Miss Fakih, who as Miss Michigan took the Miss USA crown last weekend, was born in southern Lebanon and, as commentator Debbie Schlussel has reported, has extensive family connections to Hezbollah. But that reportage has been overshadowed by the more politically correct "first Arab-American Miss USA" storyline, dovetailing as it does with President Obama's efforts to promote Islam at home and abroad.
The first Arab-American to win the Miss USA crown was really Julie Hayek in 1983. However, Miss Hayek was a Lebanese Christian, and the notion of Christian Arabs is probably too complicated for the liberal media to bother explaining.
Regardless of the issue of Miss Fakih's purported political leanings, this year's pageant sank to new lows. The contestants participated in lingerie photo shoots that were only slightly less explicit than the amateur soft-core porn that cost Miss Nevada 2007 Katie Rees her crown. It was simply bad timing for Miss Rees. Three years later, the controversial became the conventional.

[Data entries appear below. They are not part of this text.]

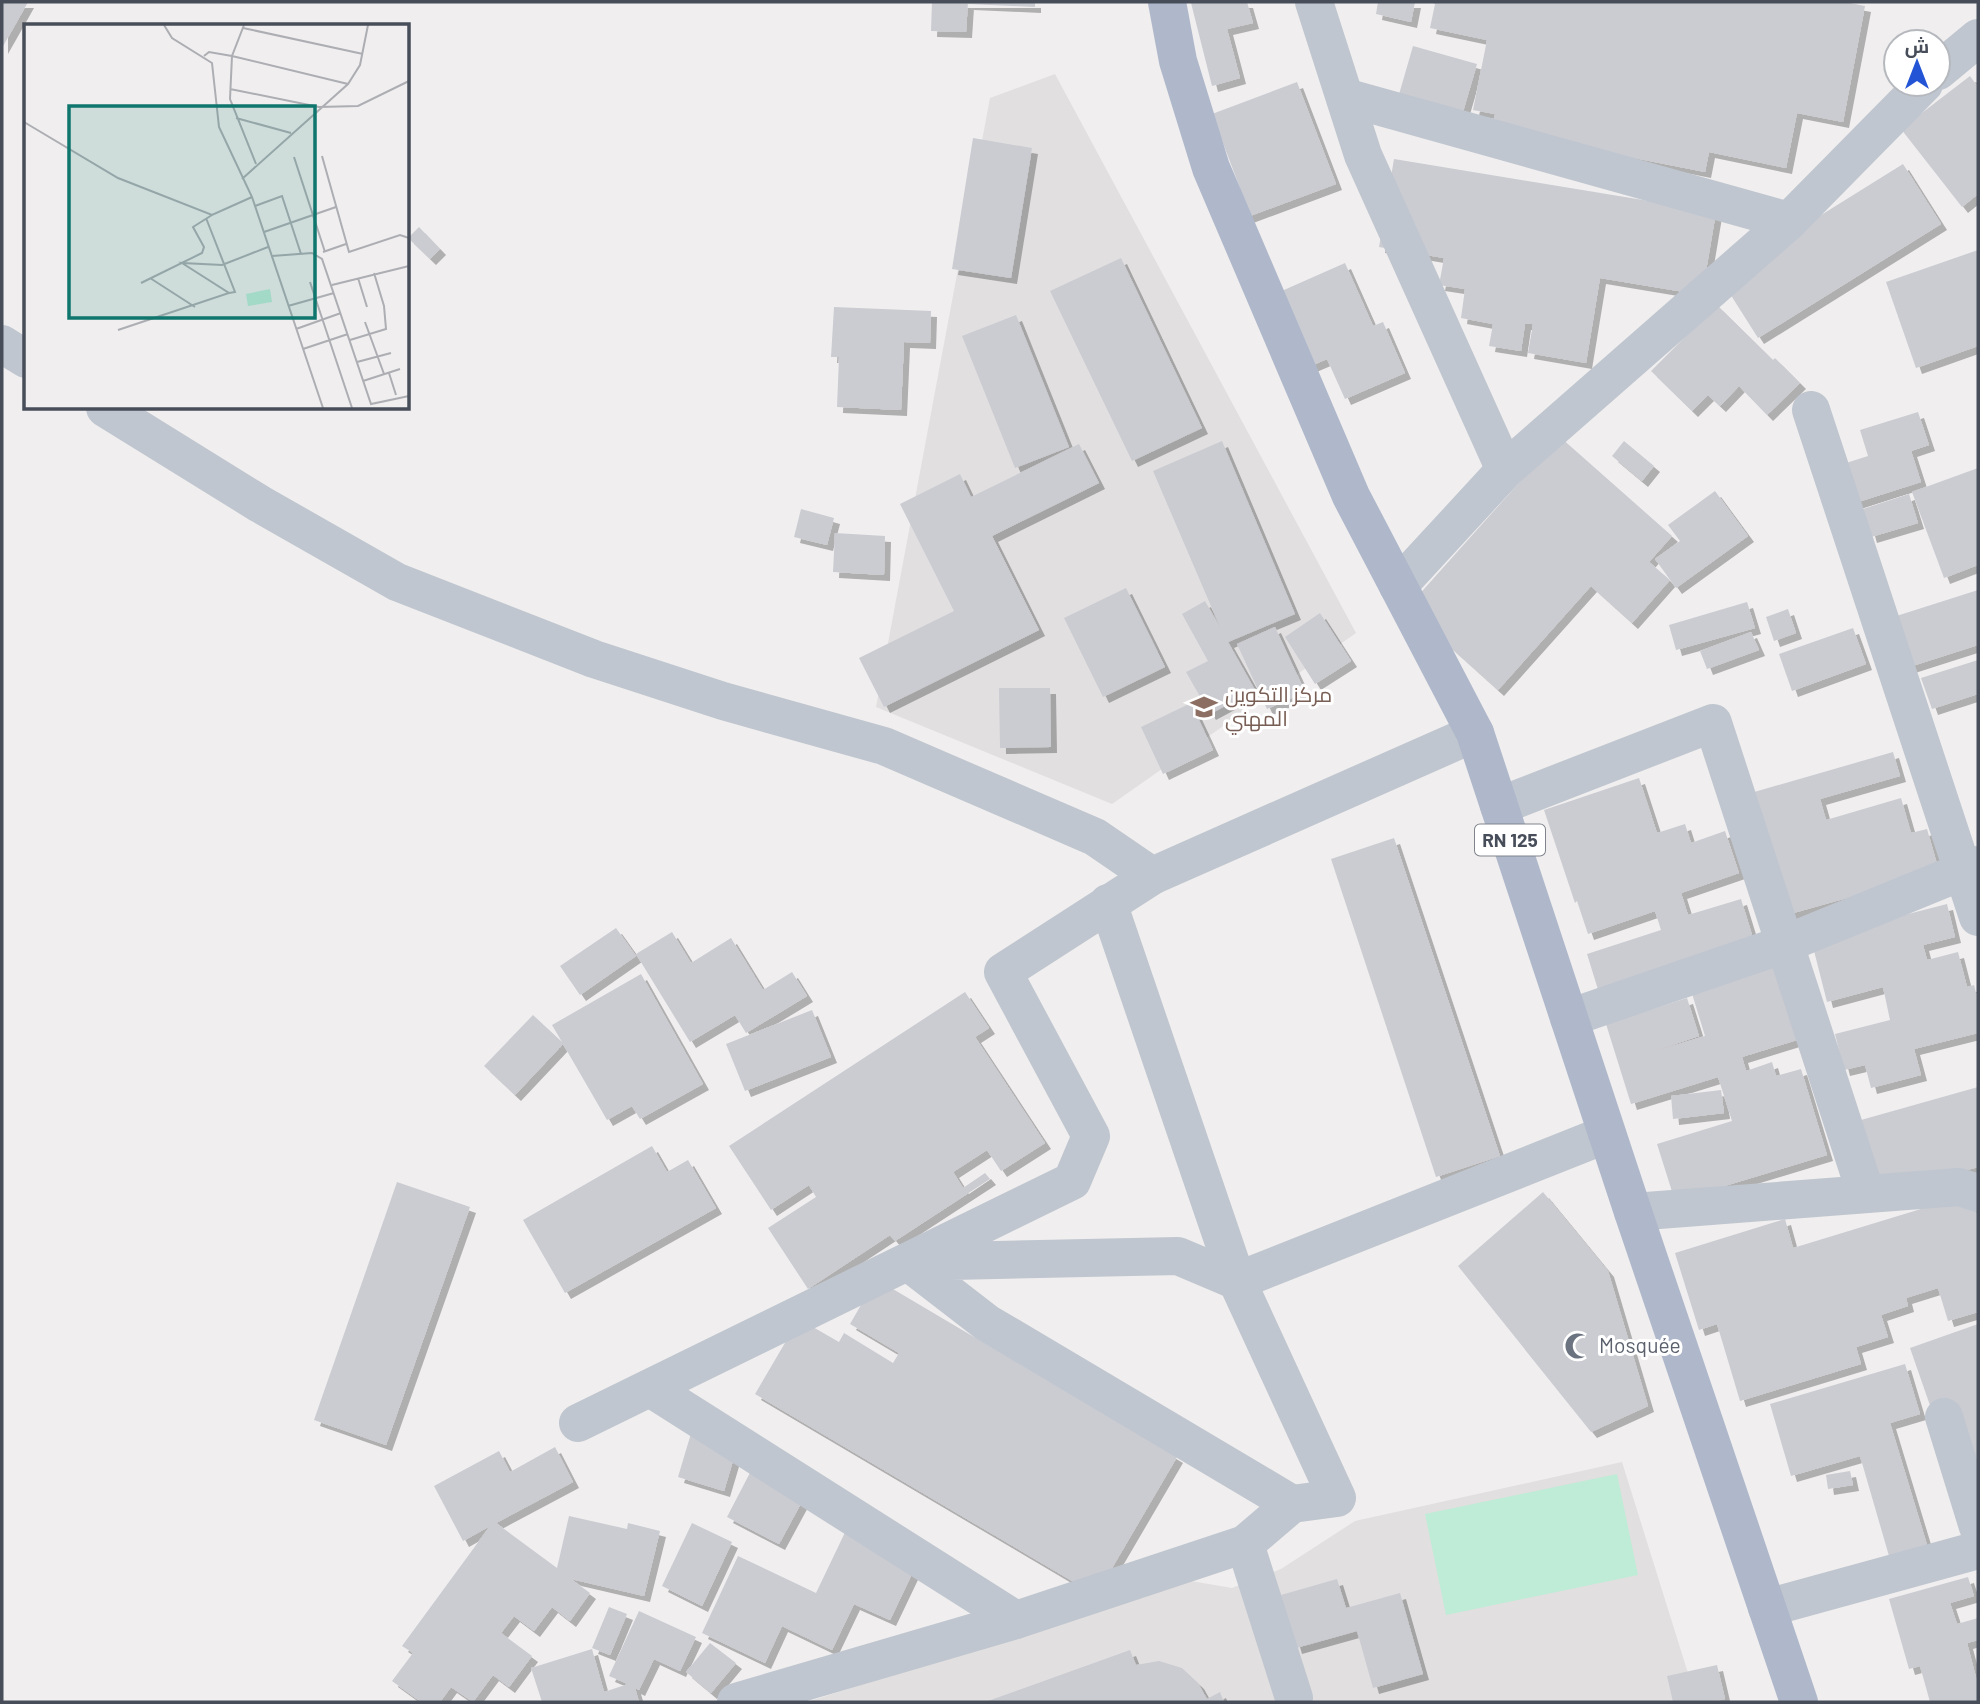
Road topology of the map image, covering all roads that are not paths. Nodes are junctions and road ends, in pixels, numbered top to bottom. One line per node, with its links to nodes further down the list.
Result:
1 (1167, 2): 13 (main road, RN 125)
2 (1314, 2): 5 (street)
3 (1978, 38): 4 (street)
4 (1952, 59)
5 (1345, 97): 7 (street); 12 (street)
6 (1910, 98): 7 (street)
7 (1788, 220): 12 (street)
8 (2, 344): 9 (street)
9 (24, 358)
10 (108, 410): 17 (street)
11 (1811, 410): 16 (street)
12 (1506, 470): 13 (street)
13 (1398, 586): 14 (main road, RN 125)
14 (1475, 733): 15 (main road, RN 125); 17 (street)
15 (1499, 806): 20 (street); 21 (main road, RN 125)
16 (1970, 867): 19 (street); 20 (street)
17 (1152, 876): 18 (street)
18 (1108, 904): 26 (street); 27 (street)
19 (1978, 917)
20 (1785, 944): 21 (street); 24 (street)
21 (1569, 1018): 22 (main road, RN 125)
22 (1607, 1134): 25 (main road, RN 125); 27 (street)
23 (1978, 1192): 24 (street)
24 (1866, 1194): 25 (street)
25 (1633, 1212): 35 (main road, RN 125)
26 (908, 1262): 27 (street); 28 (street); 31 (street)
27 (1237, 1281): 31 (street)
28 (650, 1388): 30 (street); 36 (street)
29 (1944, 1416): 32 (street)
30 (578, 1423)
31 (1292, 1504): 33 (street)
32 (1978, 1527)
33 (1245, 1544): 36 (street); 37 (street)
34 (1978, 1550): 35 (street)
35 (1767, 1608): 39 (main road, RN 125)
36 (1016, 1620): 38 (street)
37 (1294, 1698)
38 (736, 1702)
39 (1799, 1702)

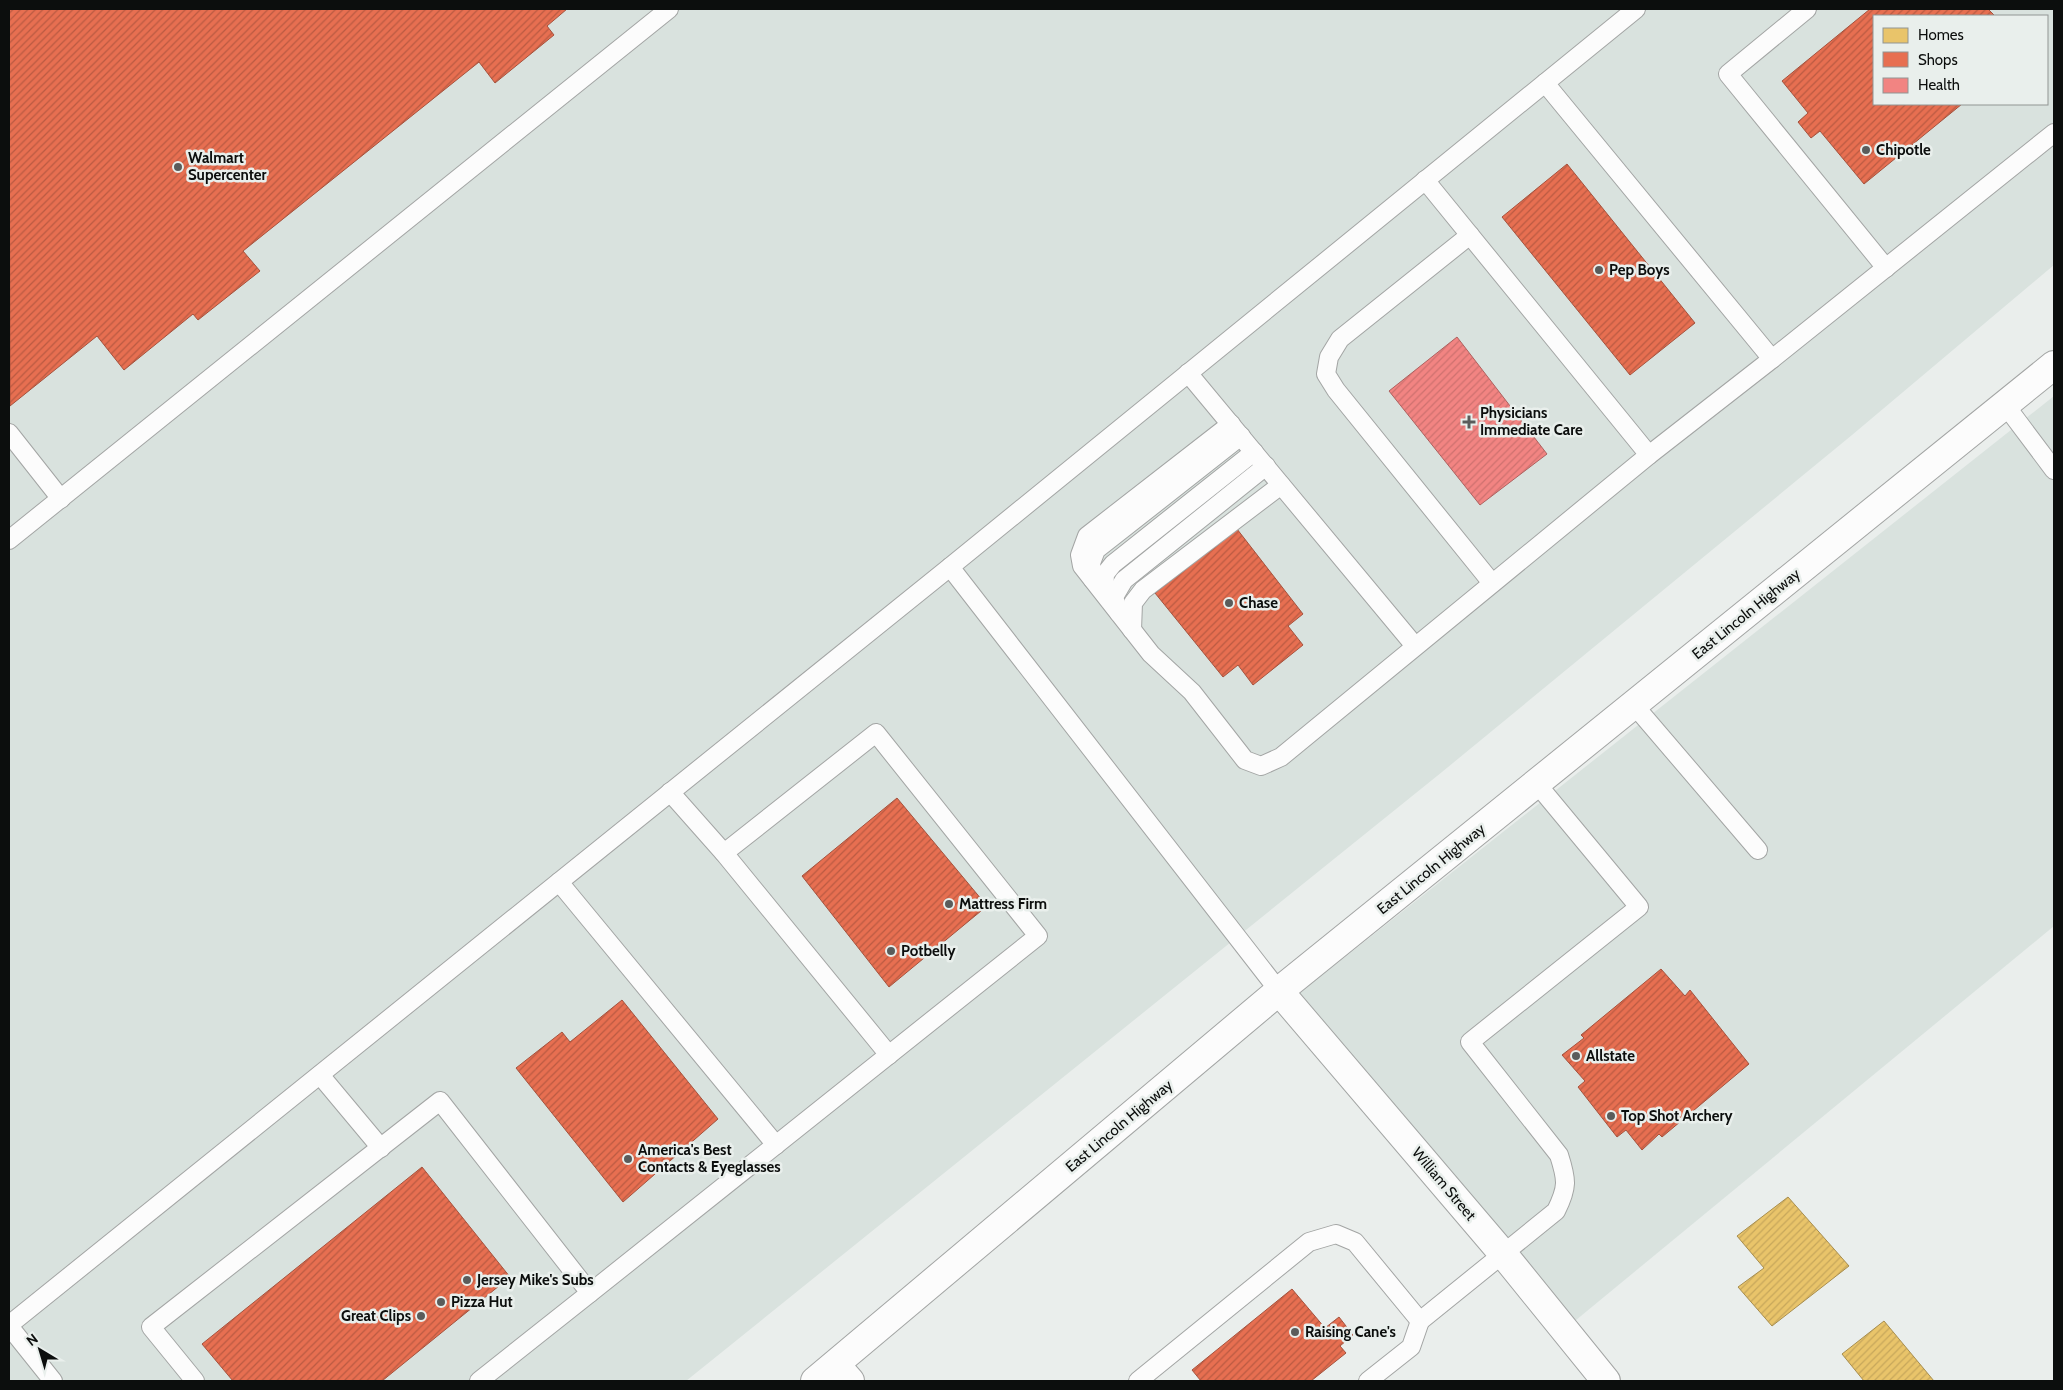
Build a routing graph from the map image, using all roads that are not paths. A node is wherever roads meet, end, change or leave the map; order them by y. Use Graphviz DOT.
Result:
graph roads {
  1 [pos="669,9"];
  2 [pos="1636,9"];
  3 [pos="1807,9"];
  4 [pos="1545,83"];
  5 [pos="2054,132"];
  6 [pos="1425,180"];
  7 [pos="1470,235"];
  8 [pos="1886,268"];
  9 [pos="1772,359"];
  10 [pos="2054,365"];
  11 [pos="1188,373"];
  12 [pos="2006,406"];
  13 [pos="1236,430"];
  14 [pos="9,433"];
  15 [pos="1254,452"];
  16 [pos="1649,456"];
  17 [pos="1266,466"];
  18 [pos="2054,470"];
  19 [pos="1281,485"];
  20 [pos="60,499"];
  21 [pos="9,540"];
  22 [pos="950,567"];
  23 [pos="1492,583"];
  24 [pos="1098,587"];
  25 [pos="1119,613"];
  26 [pos="1132,630"];
  27 [pos="1415,646"];
  28 [pos="1634,705"];
  29 [pos="1537,784"];
  30 [pos="670,792"];
  31 [pos="1758,850"];
  32 [pos="724,854"];
  33 [pos="559,882"];
  34 [pos="1279,991"];
  35 [pos="889,1055"];
  36 [pos="320,1074"];
  37 [pos="776,1145"];
  38 [pos="381,1148"];
  39 [pos="1504,1255"];
  40 [pos="590,1293"];
  41 [pos="1420,1321"];
  42 [pos="9,1325"];
  43 [pos="843,1373"];
  44 [pos="53,1381"];
  45 [pos="195,1381"];
  46 [pos="479,1381"];
  47 [pos="815,1381"];
  48 [pos="1138,1381"];
  49 [pos="1368,1381"];
  50 [pos="1606,1381"];
  1 -- 20 [label="lane"];
  2 -- 4 [label="lane"];
  3 -- 8 [label="lane"];
  4 -- 6 [label="lane"];
  4 -- 9 [label="lane"];
  5 -- 8 [label="lane"];
  6 -- 7 [label="lane"];
  6 -- 11 [label="lane"];
  7 -- 16 [label="lane"];
  7 -- 23 [label="lane"];
  8 -- 9 [label="lane"];
  9 -- 16 [label="lane"];
  10 -- 12 [label="main road, East Lincoln Highway"];
  11 -- 13 [label="lane"];
  11 -- 22 [label="lane"];
  12 -- 18 [label="lane"];
  12 -- 28 [label="main road, East Lincoln Highway"];
  13 -- 15 [label="lane"];
  13 -- 24 [label="lane"];
  14 -- 20 [label="lane"];
  15 -- 17 [label="lane"];
  15 -- 24 [label="lane"];
  16 -- 23 [label="lane"];
  17 -- 19 [label="lane"];
  17 -- 25 [label="lane"];
  19 -- 26 [label="lane"];
  19 -- 27 [label="lane"];
  20 -- 21 [label="lane"];
  22 -- 30 [label="lane"];
  22 -- 34 [label="lane"];
  23 -- 27 [label="lane"];
  24 -- 25 [label="lane"];
  25 -- 26 [label="lane"];
  26 -- 27 [label="lane"];
  28 -- 29 [label="main road, East Lincoln Highway"];
  28 -- 31 [label="lane"];
  29 -- 34 [label="main road, East Lincoln Highway"];
  29 -- 39 [label="lane"];
  30 -- 32 [label="lane"];
  30 -- 33 [label="lane"];
  32 -- 35 [label="lane"];
  32 -- 35 [label="lane"];
  33 -- 36 [label="lane"];
  33 -- 37 [label="lane"];
  34 -- 39 [label="main road, William Street"];
  34 -- 43 [label="main road, East Lincoln Highway"];
  35 -- 37 [label="lane"];
  36 -- 38 [label="lane"];
  36 -- 42 [label="lane"];
  37 -- 40 [label="lane"];
  38 -- 40 [label="lane"];
  38 -- 45 [label="lane"];
  39 -- 41 [label="lane"];
  39 -- 50 [label="main road, William Street"];
  40 -- 46 [label="lane"];
  41 -- 48 [label="lane"];
  41 -- 49 [label="lane"];
  42 -- 44 [label="lane"];
  43 -- 47 [label="main road, East Lincoln Highway"];
}
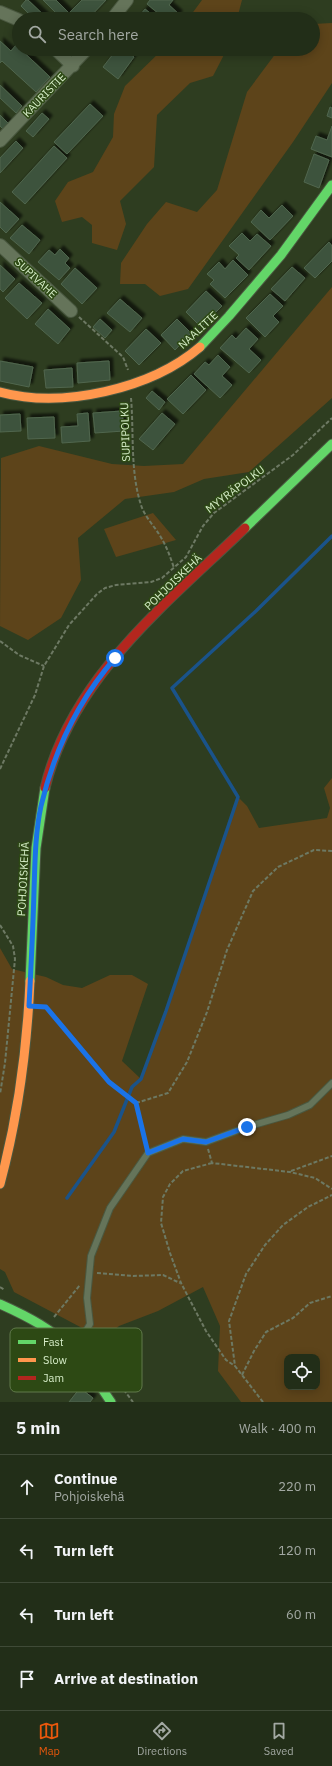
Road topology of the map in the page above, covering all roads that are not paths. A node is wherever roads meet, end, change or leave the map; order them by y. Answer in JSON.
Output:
{"nodes":[{"id":1,"x":127,"y":0,"type":"edge"},
{"id":2,"x":0,"y":12,"type":"edge"},
{"id":3,"x":118,"y":12,"type":"edge"},
{"id":4,"x":12,"y":17,"type":"edge"},
{"id":5,"x":62,"y":56,"type":"edge"},
{"id":6,"x":81,"y":56,"type":"edge"},
{"id":7,"x":73,"y":66,"type":"junction"},
{"id":8,"x":0,"y":141,"type":"edge"},
{"id":9,"x":332,"y":185,"type":"edge"},
{"id":10,"x":0,"y":245,"type":"edge"},
{"id":11,"x":71,"y":311,"type":"road end"},
{"id":12,"x":0,"y":392,"type":"edge"},
{"id":13,"x":332,"y":444,"type":"edge"},
{"id":14,"x":332,"y":1083,"type":"edge"},
{"id":15,"x":0,"y":1184,"type":"edge"},
{"id":16,"x":0,"y":1304,"type":"edge"},
{"id":17,"x":44,"y":1328,"type":"edge"},
{"id":18,"x":88,"y":1328,"type":"edge"}],
"edges":[{"from":1,"to":3,"type":"street"},
{"from":2,"to":4,"type":"street"},
{"from":5,"to":7,"type":"street"},
{"from":6,"to":7,"type":"street","name":"KAURISTIE"},
{"from":7,"to":8,"type":"street","name":"KAURISTIE"},
{"from":9,"to":12,"type":"main road","name":"NAALITIE"},
{"from":10,"to":11,"type":"street","name":"SUPIVAHE"},
{"from":13,"to":15,"type":"main road","name":"POHJOISKEHÄ"},
{"from":14,"to":18,"type":"lane"},
{"from":16,"to":17,"type":"main road"}]}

The Miss Universe Organization is now reportedly looking into Miss Fakih's participation in a "Stripper 101" competition put on by a Detroit radio station in 2007. Miss Fakih won the contest, which did not involve actually stripping but just going through the motions. In fact, more of her body was covered "stripping" three years ago than in the swimsuit competition on Sunday.
Investigating Miss Fakih for her pole-dancing expertise is premature. The way things are going at the pageant, pole dancing may well be featured next year in the talent competition.
The pageant also has taken on a hint of left-leaning political correctness. In years gone by, it was a standing joke that contestants would blather something about world peace during the question period. Now, competitors can expect to be drilled on controversial matters of public policy. Last year, Miss California Carrie Prejean was criticized by homosexual activists for her response to a question about same-sex "marriage."
This year's victim was Miss Oklahoma Morgan Elizabeth Woolard, who was hit with a hot-button question regarding Arizona's new law against illegal immigrants. She said she was "a huge supporter of states' rights" and that the Arizona law was "perfectly fine." Miss Woolard had been leading Miss Fakih by a wide margin through the swimsuit and evening gown portions of the competition, but - like Miss Prejean last year - the Okie finished as first runner-up.
The judges passed up the opportunity to ask Miss Fakih about her views on radical Islamic terrorism or whether Israel has a right to exist.
Participating in this type of organized sleaze-fest is not what parents should want for their daughters. But as a newly crowned ambassador for modern American womanhood, Miss Fakih is demonstrating to the suffering women of the Middle East that there is life beyond the burkha.